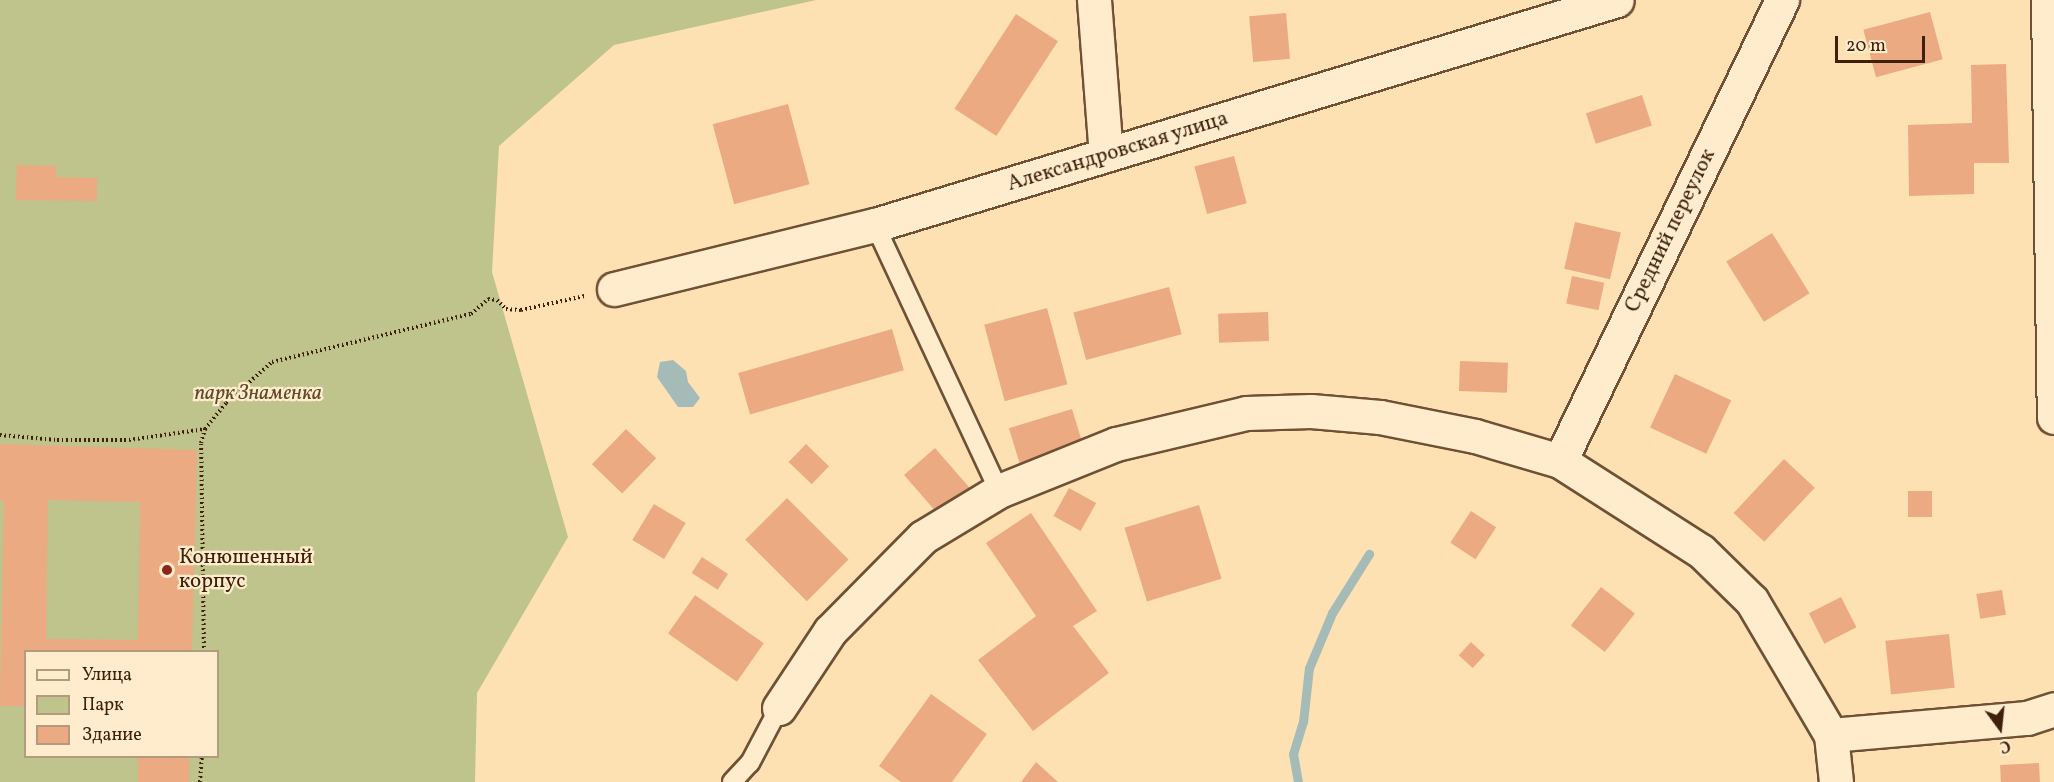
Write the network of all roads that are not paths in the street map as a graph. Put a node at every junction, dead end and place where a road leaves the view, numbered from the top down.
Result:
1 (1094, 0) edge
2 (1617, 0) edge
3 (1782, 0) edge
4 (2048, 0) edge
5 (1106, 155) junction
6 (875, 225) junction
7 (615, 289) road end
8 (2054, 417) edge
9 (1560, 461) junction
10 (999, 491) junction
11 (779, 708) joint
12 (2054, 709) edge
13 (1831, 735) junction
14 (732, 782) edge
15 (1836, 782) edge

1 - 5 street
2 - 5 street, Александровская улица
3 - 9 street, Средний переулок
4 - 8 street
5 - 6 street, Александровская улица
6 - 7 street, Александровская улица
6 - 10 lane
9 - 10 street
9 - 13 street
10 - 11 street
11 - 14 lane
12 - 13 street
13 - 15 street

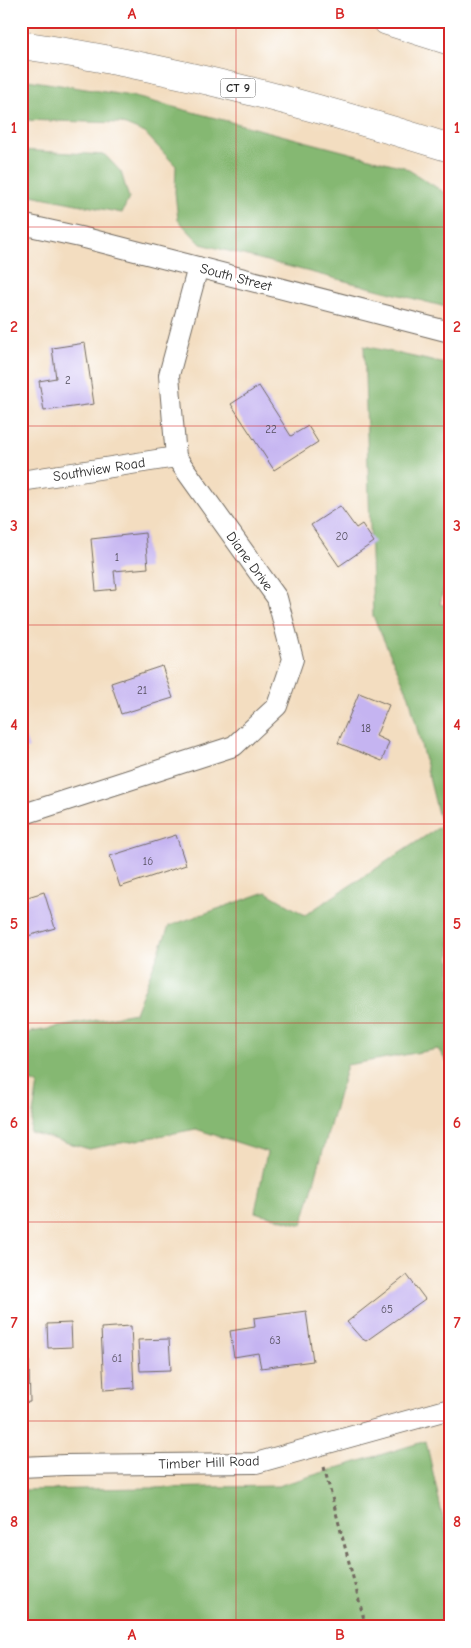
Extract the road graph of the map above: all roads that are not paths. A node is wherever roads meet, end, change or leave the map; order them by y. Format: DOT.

——————

What is needed: Since the pictures are not wanted, transcribe the rest of the listing above exactly.

The completed task:
Write the network of all roads that are not paths in the street map as a graph. Put a node at every junction, dead end and place where a road leaves the view, numbered from the top down.
Result:
1 (1094, 0) edge
2 (1617, 0) edge
3 (1782, 0) edge
4 (2048, 0) edge
5 (1106, 155) junction
6 (875, 225) junction
7 (615, 289) road end
8 (2054, 417) edge
9 (1560, 461) junction
10 (999, 491) junction
11 (779, 708) joint
12 (2054, 709) edge
13 (1831, 735) junction
14 (732, 782) edge
15 (1836, 782) edge

1 - 5 street
2 - 5 street, Александровская улица
3 - 9 street, Средний переулок
4 - 8 street
5 - 6 street, Александровская улица
6 - 7 street, Александровская улица
6 - 10 lane
9 - 10 street
9 - 13 street
10 - 11 street
11 - 14 lane
12 - 13 street
13 - 15 street

Extract the road graph of the map above: all roads that are not paths. A node is wherever roads meet, end, change or leave the map; order them by y. Format: DOT.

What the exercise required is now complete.